- [Directions]
Looking at the entries, say how many lines contain the string "LANE". Offer nothing besides the number.

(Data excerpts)
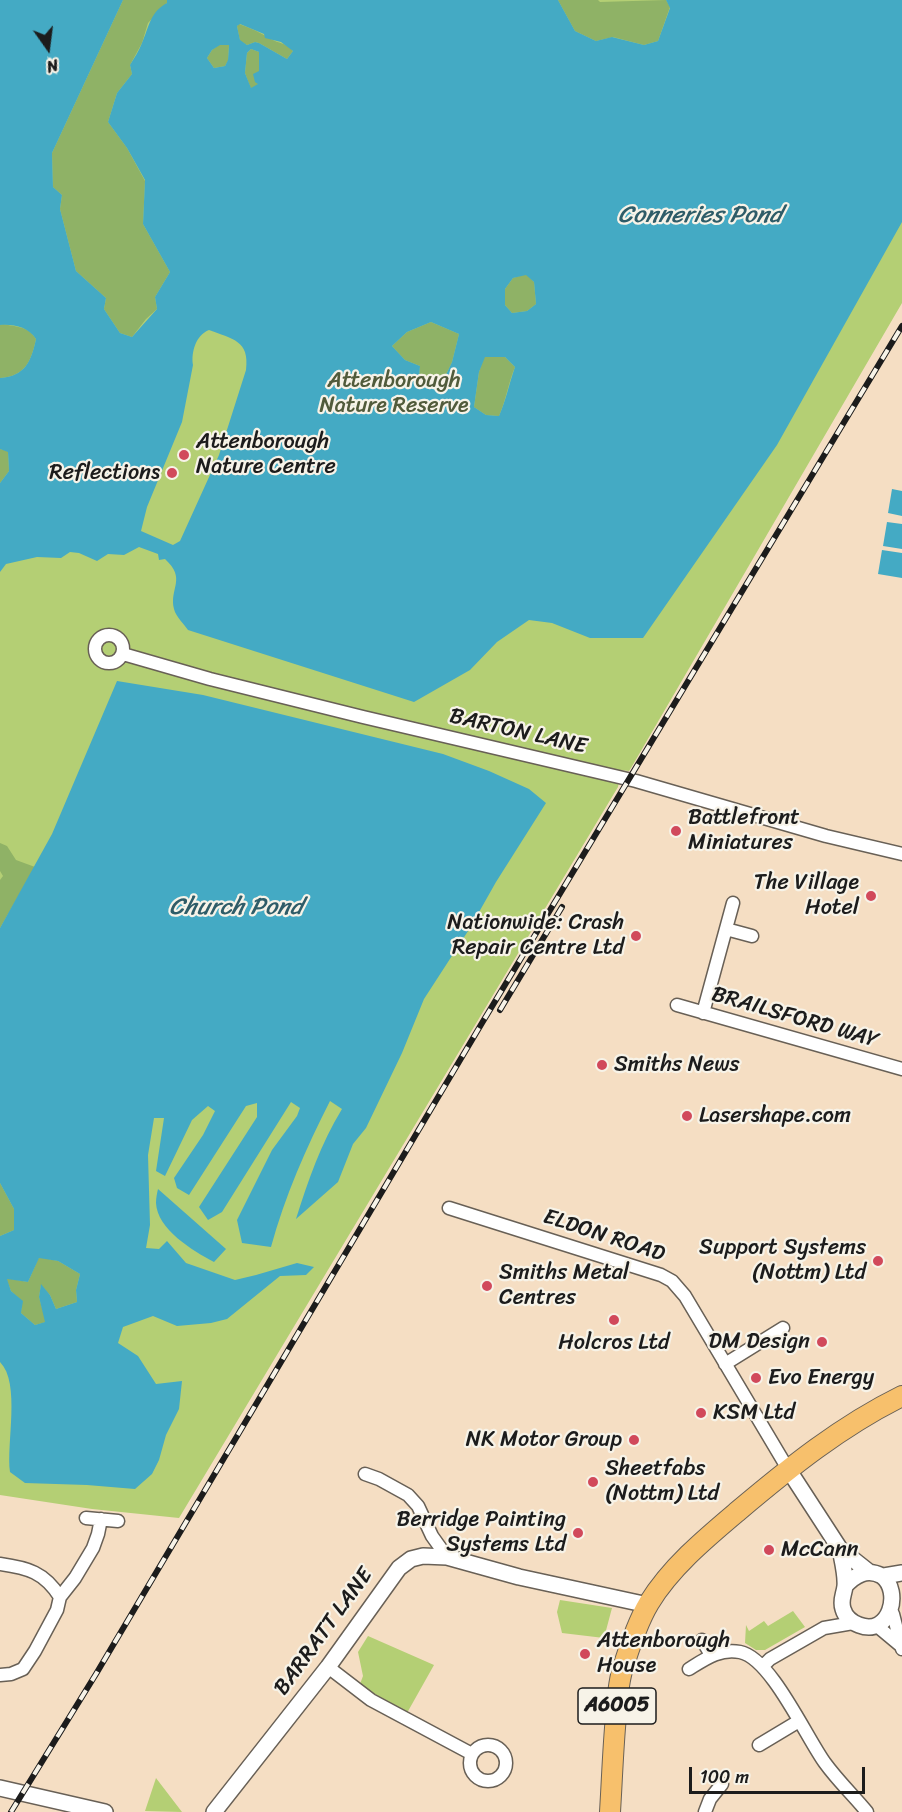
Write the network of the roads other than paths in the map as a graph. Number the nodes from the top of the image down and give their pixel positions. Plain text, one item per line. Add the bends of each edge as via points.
1 (123, 654) dead end
2 (902, 854) edge
3 (733, 903) dead end
4 (726, 929) junction
5 (752, 936) dead end
6 (677, 1005) dead end
7 (703, 1013) junction
8 (902, 1069) edge
9 (449, 1208) dead end
10 (783, 1328) dead end
11 (725, 1364) junction
12 (902, 1396) edge
13 (788, 1469) junction
14 (365, 1474) dead end
15 (86, 1518) dead end
16 (101, 1519) junction
17 (118, 1521) dead end
18 (432, 1536) junction
19 (840, 1549) junction
20 (423, 1556) junction
21 (447, 1557) junction
22 (0, 1564) edge
23 (869, 1572) junction
24 (902, 1573) edge
25 (884, 1576) junction
26 (845, 1586) junction
27 (899, 1591) edge
28 (60, 1597) junction
29 (648, 1605) junction
30 (842, 1607) junction
31 (893, 1614) junction
32 (853, 1623) junction
33 (877, 1626) junction
34 (824, 1628) junction
35 (702, 1640) dead end
36 (901, 1648) edge
37 (711, 1655) junction
38 (328, 1666) junction
39 (763, 1666) junction
40 (689, 1669) dead end
41 (0, 1675) edge
42 (799, 1721) junction
43 (759, 1745) dead end
44 (472, 1754) dead end
45 (722, 1784) dead end
46 (0, 1788) edge
47 (862, 1810) edge
48 (105, 1812) edge
49 (214, 1812) edge
50 (610, 1812) edge
51 (705, 1812) edge

1 - 2 street, BARTON LANE via 363,717 636,781
3 - 4 street
4 - 5 street
4 - 7 street
6 - 7 street, BRAILSFORD WAY
7 - 8 street, BRAILSFORD WAY
9 - 11 street, ELDON ROAD via 672,1281
10 - 11 street
11 - 13 street, ELDON ROAD
12 - 13 main road, A6005 via 875,1409
13 - 19 street
13 - 29 main road, A6005 via 715,1530 671,1573
14 - 18 street via 408,1495 418,1506
15 - 16 street
16 - 17 street
16 - 28 street via 93,1548
18 - 20 street
18 - 21 street
19 - 23 street
19 - 26 street
20 - 21 street
20 - 38 street, BARRATT LANE via 399,1568
21 - 29 street
22 - 28 street via 43,1576
23 - 25 street
23 - 26 street via 854,1577
24 - 25 street
25 - 27 street
26 - 30 street
27 - 31 street
28 - 41 street via 57,1610 23,1669
29 - 50 main road, A6005 via 619,1685
30 - 32 street
30 - 34 street
31 - 33 street
31 - 36 street
32 - 33 street
32 - 34 street
33 - 36 street
34 - 39 street
35 - 37 street
37 - 39 street via 741,1652
37 - 40 street
38 - 44 street via 371,1700
38 - 49 street, BARRATT LANE
39 - 42 street
42 - 43 street
42 - 47 street via 825,1763
45 - 51 street
46 - 48 street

- [Result of this exercise]
3